Well, sadly we've come to my last daily Georgette Heyer Quote. This one is from Friday's Child, and is an exchange between Hero Wantage (Sherry's wife) and Gil Ringwood, one of Sherry's friends. Hero is an unworldly girl, and she and Lord Sheringham were married on a whim of his after he was turned down by the woman he thought he loved. To give you a bit of the context of this particular selection, Hero had just asked Sherry (in mixed company at the opera) if one of the dancers on stage was his opera-dancer.
"It isn't Sherry's fault!" Hero said, firing up in defence of her free-spoken husband. "He is forever telling me what I must not say! The thing is that I don't perfectly remember what I may say, and what I may not. I dare say I ought not to call that dancer a fancy-piece either?"
"Upon no account in the world!" Mr. Ringwood said emphatically.

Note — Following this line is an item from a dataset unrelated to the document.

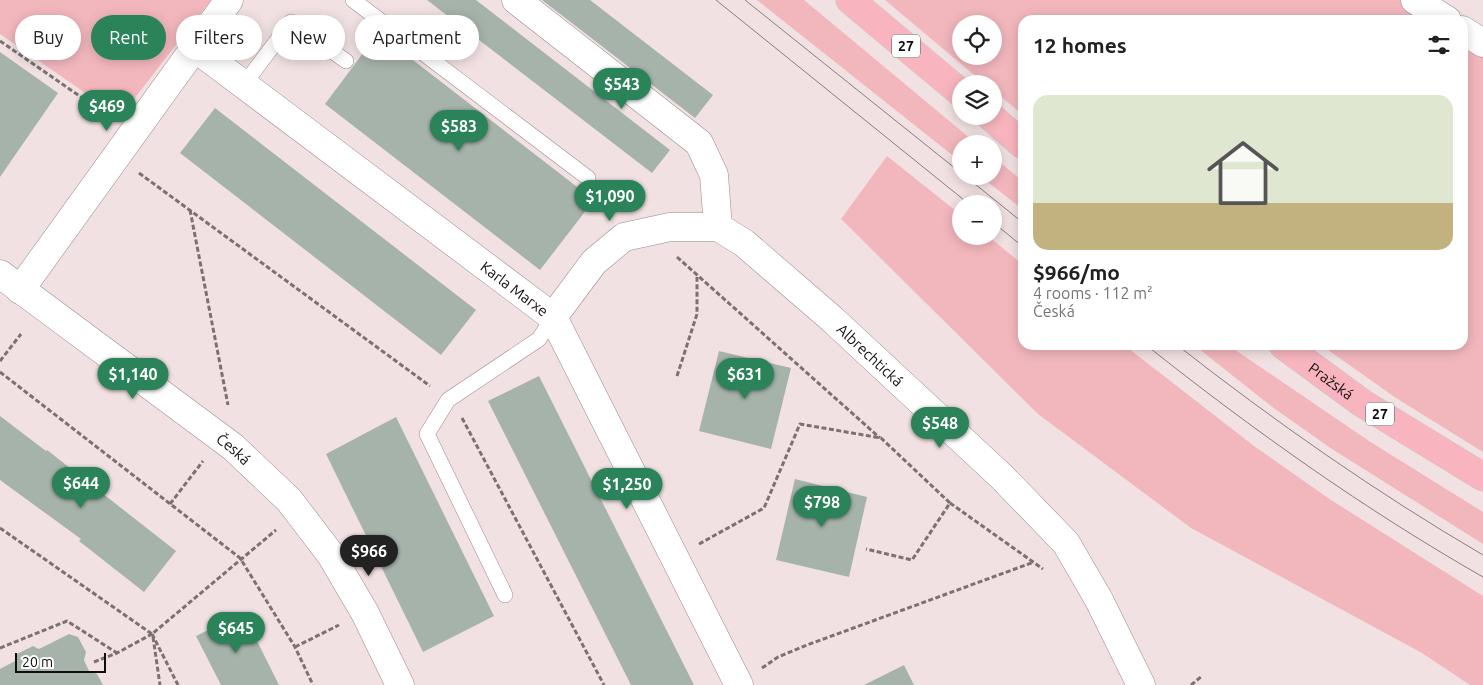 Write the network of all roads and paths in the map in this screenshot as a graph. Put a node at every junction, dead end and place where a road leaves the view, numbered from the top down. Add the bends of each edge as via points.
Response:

"Well, I must say I think it is very hard. What may I call her, Gil?"
"Nothing at all! Ladies know nothing of such things."
"Yes, they do. Why, it was my cousin Cassy who first told me about Sherry's opera-dancer, so that just shows how mistaken you are!"

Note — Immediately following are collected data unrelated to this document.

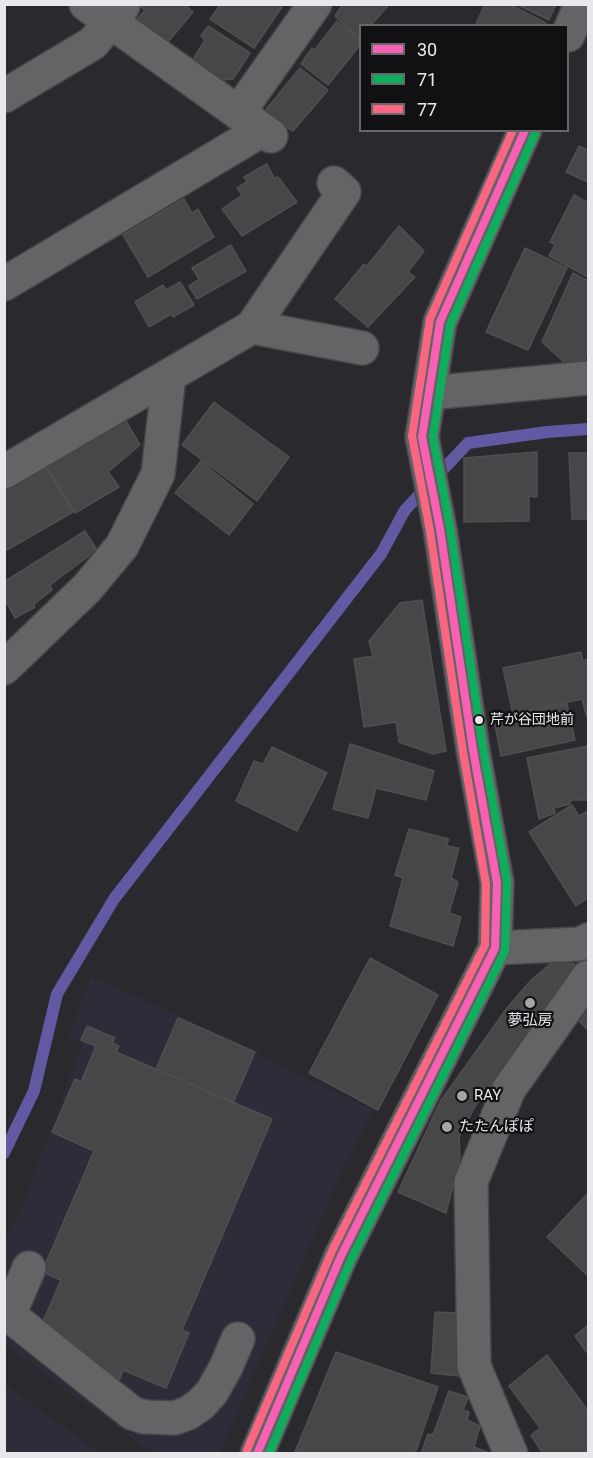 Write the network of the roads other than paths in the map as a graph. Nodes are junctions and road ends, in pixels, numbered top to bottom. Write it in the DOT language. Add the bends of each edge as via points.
graph roads {
  1 [pos="315,4"];
  2 [pos="581,4"];
  3 [pos="107,10"];
  4 [pos="569,31"];
  5 [pos="4,96"];
  6 [pos="257,126"];
  7 [pos="524,132"];
  8 [pos="334,183"];
  9 [pos="4,284"];
  10 [pos="252,327"];
  11 [pos="362,348"];
  12 [pos="168,376"];
  13 [pos="588,378"];
  14 [pos="429,393"];
  15 [pos="4,472"];
  16 [pos="4,668"];
  17 [pos="588,940"];
  18 [pos="495,948"];
  19 [pos="588,976"];
  20 [pos="29,1268"];
  21 [pos="238,1339"];
  22 [pos="257,1454"];
  23 [pos="511,1454"];
  1 -- 6 [label="street"];
  2 -- 4 [label="street"];
  3 -- 5 [label="street" via="93,43"];
  3 -- 6 [label="street"];
  6 -- 9 [label="street"];
  7 -- 14 [label="street" via="440,322"];
  8 -- 10 [label="street" via="344,192"];
  10 -- 11 [label="street"];
  10 -- 12 [label="street"];
  12 -- 15 [label="street"];
  12 -- 16 [label="street" via="158,474 123,546 88,587"];
  13 -- 14 [label="street"];
  14 -- 18 [label="street" via="422,436 497,883"];
  17 -- 18 [label="street" via="580,944"];
  18 -- 22 [label="street" via="341,1256"];
  19 -- 23 [label="street" via="509,1089 471,1182 474,1365"];
  20 -- 21 [label="street" via="9,1315 132,1413 175,1418 200,1405 212,1392"];
}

"Well, they pretend they do not, at all events!" said Mr. Ringwood desperately.
"Oh, do they? But Sherry told me himself that everyone has an opera-dancer, or something of the sort, and there is nothing to it. Gil, have you--"
"No!" said Mr. Ringwood, with more haste than civility.
"Oh!" said Hero, digesting this. She raised his eyes to his face and heaved a tiny sigh. "I am not a prude, Gil."
"No," agreed Mr. Ringwood feelingly.
Oh, poor Hero and her many mishaps and slips of the tongue. It's a delight to watch her marriage to Sherry unfold as the story continues.